Estou doando o rosa do meu banheiro e o friozinho incômodo durante o banho nas noites de inverno, advindo das janelas emperradas pelo excesso de tinta barata.
Estou doando o quadro de Monet que pintei na minha janela
E também a fotografia da lua cheia aprisionada por entre os dois pinheiros europeus da casa da frente, visível da metade do meu quintal, se eu me inclinar 45 graus para a esquerda e olhar ligeiramnente para cima, por volta das 19:30 de muitas noites doces.
Dôo ainda o laranja amarelado do adormecer do sol, visível do meio da rua, bem em frente ao meu portão.
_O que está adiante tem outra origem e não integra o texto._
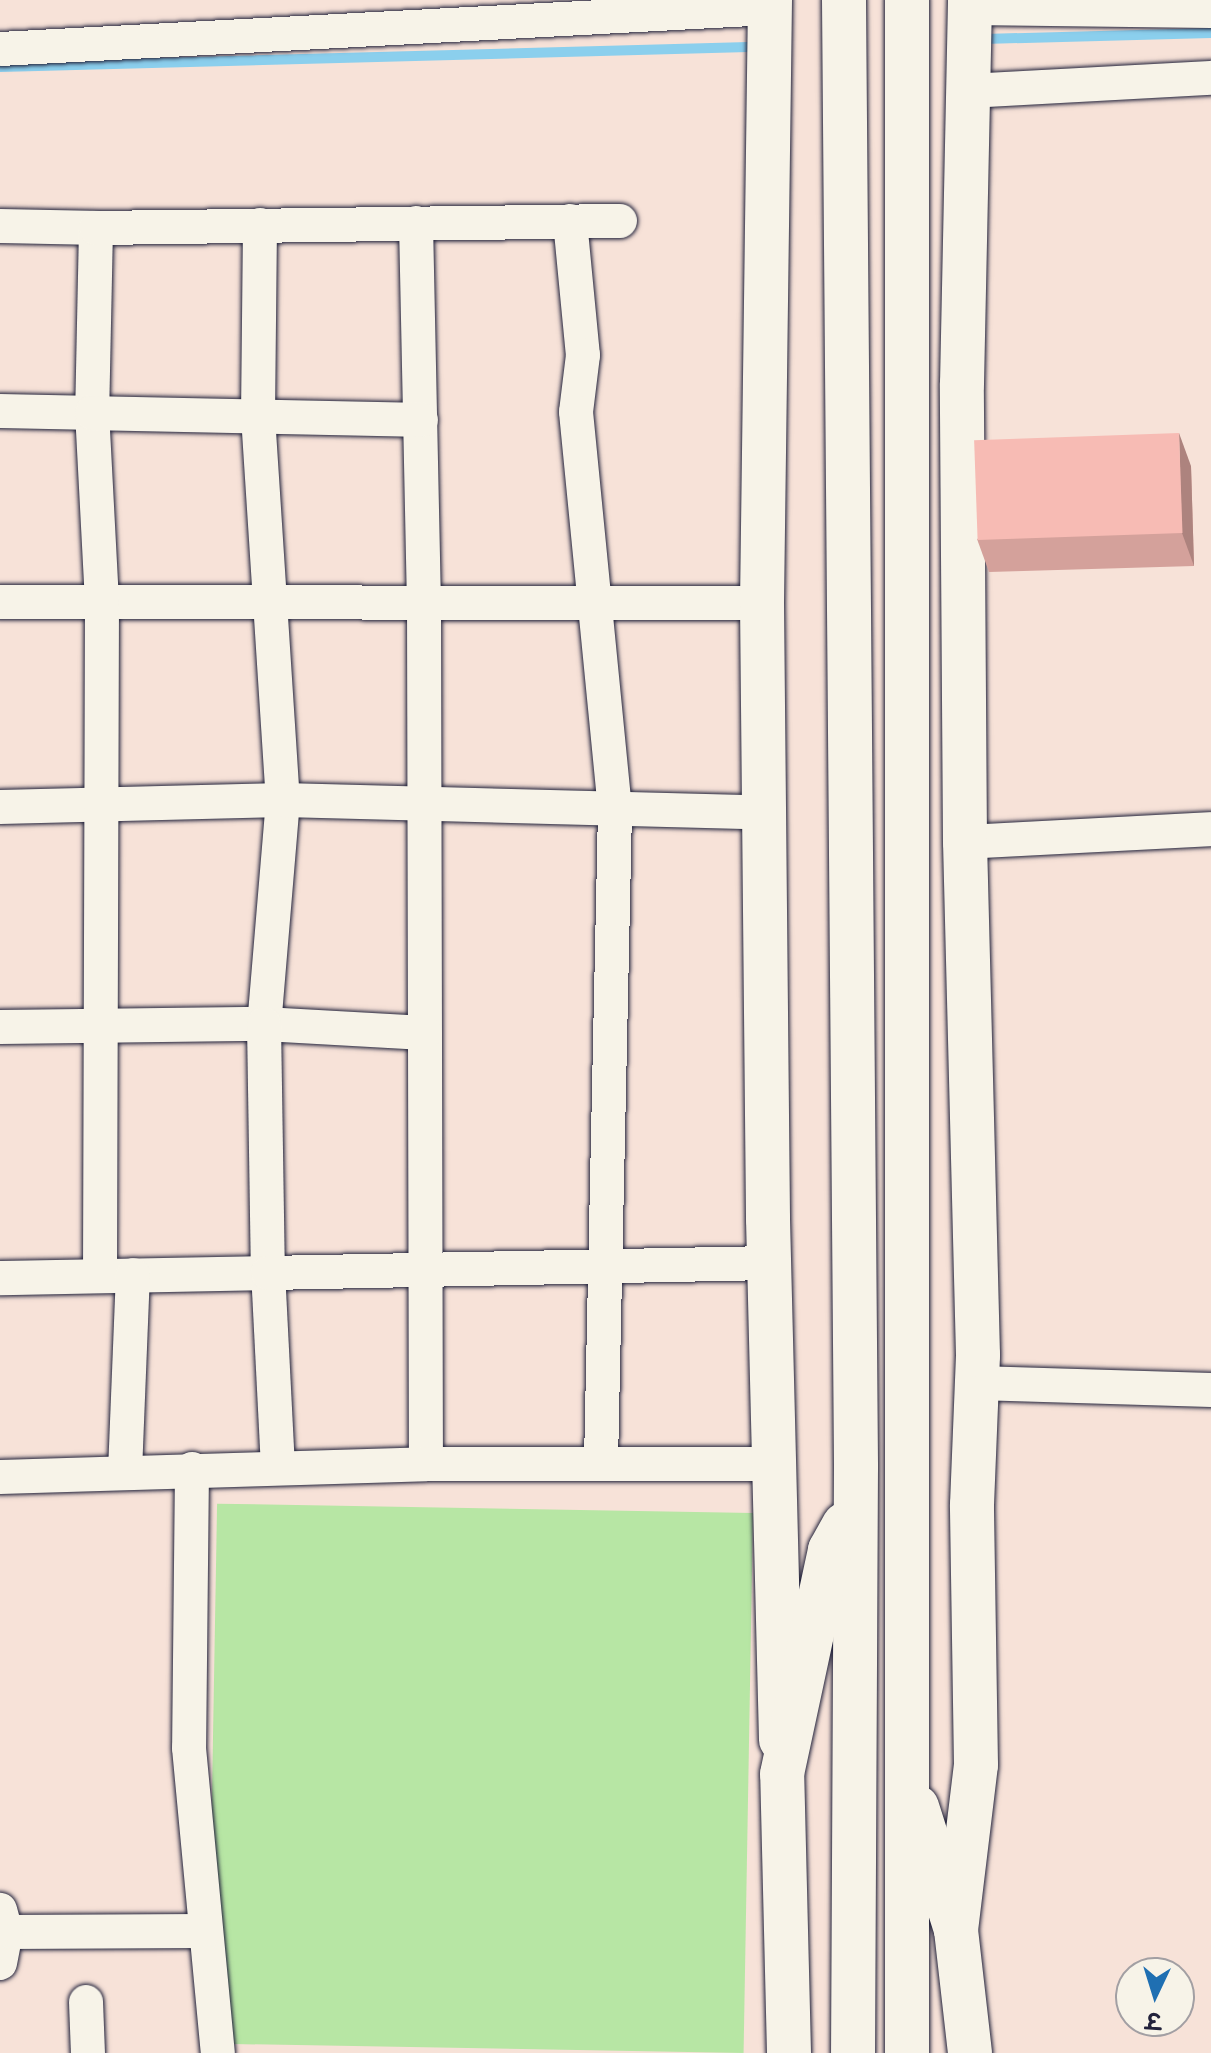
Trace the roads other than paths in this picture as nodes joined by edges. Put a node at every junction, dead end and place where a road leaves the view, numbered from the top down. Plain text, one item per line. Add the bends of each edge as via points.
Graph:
1 (844, 0) edge
2 (907, 0) edge
3 (770, 4) edge
4 (970, 4) edge
5 (1211, 11) edge
6 (0, 49) edge
7 (1211, 78) edge
8 (968, 91) junction
9 (570, 221) junction
10 (620, 221) dead end
11 (416, 223) junction
12 (260, 225) junction
13 (0, 226) edge
14 (96, 228) junction
15 (0, 411) edge
16 (92, 413) junction
17 (258, 416) junction
18 (421, 420) junction
19 (424, 601) junction
20 (0, 602) edge
21 (102, 602) junction
22 (269, 602) junction
23 (593, 602) junction
24 (762, 603) junction
25 (283, 800) junction
26 (104, 805) junction
27 (425, 805) junction
28 (0, 807) edge
29 (615, 810) junction
30 (764, 813) junction
31 (1211, 829) edge
32 (965, 842) junction
33 (264, 1024) junction
34 (104, 1026) junction
35 (0, 1027) edge
36 (425, 1033) junction
37 (769, 1263) junction
38 (602, 1267) junction
39 (268, 1273) junction
40 (425, 1273) junction
41 (116, 1276) junction
42 (0, 1278) edge
43 (977, 1383) junction
44 (1211, 1390) edge
45 (601, 1461) junction
46 (426, 1464) junction
47 (774, 1464) junction
48 (278, 1468) junction
49 (192, 1469) junction
50 (125, 1472) junction
51 (0, 1477) edge
52 (855, 1505) junction
53 (904, 1767) junction
54 (782, 1774) junction
55 (956, 1930) junction
56 (204, 1931) junction
57 (2, 1935) edge
58 (86, 2002) dead end
59 (88, 2053) edge
60 (218, 2053) edge
61 (789, 2053) edge
62 (853, 2053) edge
63 (907, 2053) edge
64 (970, 2053) edge

1 - 52 main road
2 - 53 main road
3 - 6 street
3 - 24 main road
4 - 5 street
4 - 8 main road
7 - 8 street
8 - 32 main road via 962,384
9 - 10 street
9 - 11 street
9 - 23 street via 583,355 576,412
11 - 12 street
11 - 18 street
12 - 14 street
12 - 17 street
13 - 14 street
14 - 16 street
15 - 16 street
16 - 17 street
16 - 21 street
17 - 18 street
17 - 22 street
18 - 19 street
19 - 22 street
19 - 23 street
19 - 27 street
20 - 21 street
21 - 22 street
21 - 26 street
22 - 25 street
23 - 24 street
23 - 29 street
24 - 30 main road
25 - 26 street
25 - 27 street
25 - 33 street
26 - 28 street
26 - 34 street
27 - 29 street
27 - 36 street
29 - 30 street
29 - 38 street
30 - 37 main road
31 - 32 street
32 - 43 main road
33 - 34 street
33 - 36 street
33 - 39 street
34 - 35 street
34 - 41 street
36 - 40 street
37 - 38 street
37 - 47 main road
38 - 40 street
38 - 45 street
39 - 40 street
39 - 41 street
39 - 48 street
40 - 46 street
41 - 42 street
41 - 50 street
43 - 44 street
43 - 55 main road via 972,1505 976,1765
45 - 46 street
45 - 47 street
46 - 48 street
47 - 54 main road
48 - 49 street
49 - 50 street
49 - 56 street via 189,1748
50 - 51 street
52 - 54 main road via 830,1550
52 - 62 main road
53 - 55 main road
53 - 63 main road
54 - 61 main road
55 - 64 main road
56 - 57 street
56 - 60 street
58 - 59 street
Estou doando a minha casa.
Dôo com ela todas as minhas partes, histórias inventadas, embaralhadas.
A invenção, a desordem e os detalhes de cada uma delas, esses, eu carrego no meu abraço.
Este, que é inteiro e é só meu.

7 comentários:

Anônimo disse...

Lindo, Mi. De emocionar!!
Boa sorte nessa caminhada da vida...
um bj
Preps

Anônimo disse...

Novas metas... Tudo muito bonito que vc escreveu. mas cheio de tristeza e amargura,não se sinta assim...Doe também td que te traz tristeza e amargura, doe ao tempo que tudo cura e faz passar...pense agora no novo que vai se descortinar na sua vida nas descobertas que fará daqui pra frente, nas oportunidades que surgirá e principalmente nos seus entes mais queridos que te esperam e sÃO OS QUE MAIS TE AMAM...Daqui pra frente novas metas a serem conquistadas...Tudo que voce viveu foi aprendizado foi experiência que vai ficar guardado bem no fundo do seu coração e lembre-se um novo sol vai raiar em sua vida e te encher de alegria... ao acordar e sentir o cheiro bom de café e novos cheiros te farão se sentir a pessoa mais feliz do mundo
Nem tudo que nos aborrece e faz sofrer é,forcosamente, um mal.
Tenha confiança no Pai,que sabe extrair o bem daquilo que nos parece um mal.
Não fique triste.
Confie e siga à frente!

Dalponti disse...

Fica na lembrança o cheiro, a cor e a paisagem.O lugar e as coisas se acabam mas as lembranças nunca e por isso doa-se tudo.

Anônimo disse...

Quando vc olhar o por do sol laranja avermelhado adormecendo, pense que é uma porta de Luz se abrindo para vc e se sentirá a pessoa mais feliz do mundo.
Um abraço.

Anônimo disse...

Nem sou tão fã de Cazuza, mas já passei também por esse processo de mudança, final de uma fase tão maravilhosa da vida, que é a vida de estudante... efim, mas tem uma música do Cazuza que retrata um pouco isso, de uma maneira tão bonita... lembrei dela: "de repente a gente vê que perdeu ou está perdendo alguma coisa, morna e ingênua, que vai ficando no caminho, que é escuro e frio, mas também bonito, porque está iluminado, pela beleza do que aconteceu há minutos atrás".
Esta música era inédita, na verdade eu acho que era uma poesia do Cazuza que tava rabiscada, perdida em algum lugar - acho que era essa a estória - quem gravou, depois que ele morreu, foi o Ney Matogrosso e, desse sim, sou super fã!
Beijos
Maria Teresa

Anônimo disse...

Voce disse não ser capaz de valorizar nada do que irá levar...Não pense assim...Valorize tudo o que viveu, tudo que aprendeu porque não há bem maior que aquele que vivenciamos .
Leve com vc as boas lembranças os bons amigos.
Casa, mobília,roupas são bens materiais não tem valor nenhum, agora o conhecimento, a educação são os bens maiores que podemos levar conosco e que ninguém tira nem o tempo.
Pense nisso.
Divida o seu abraço fraterno com todos aqueles que te ajudaram chegar até aqui.
Deus te ilumine na nova caminhada.

Tati Plens disse...

as coisas significativas não são palpáveis. lindo texto!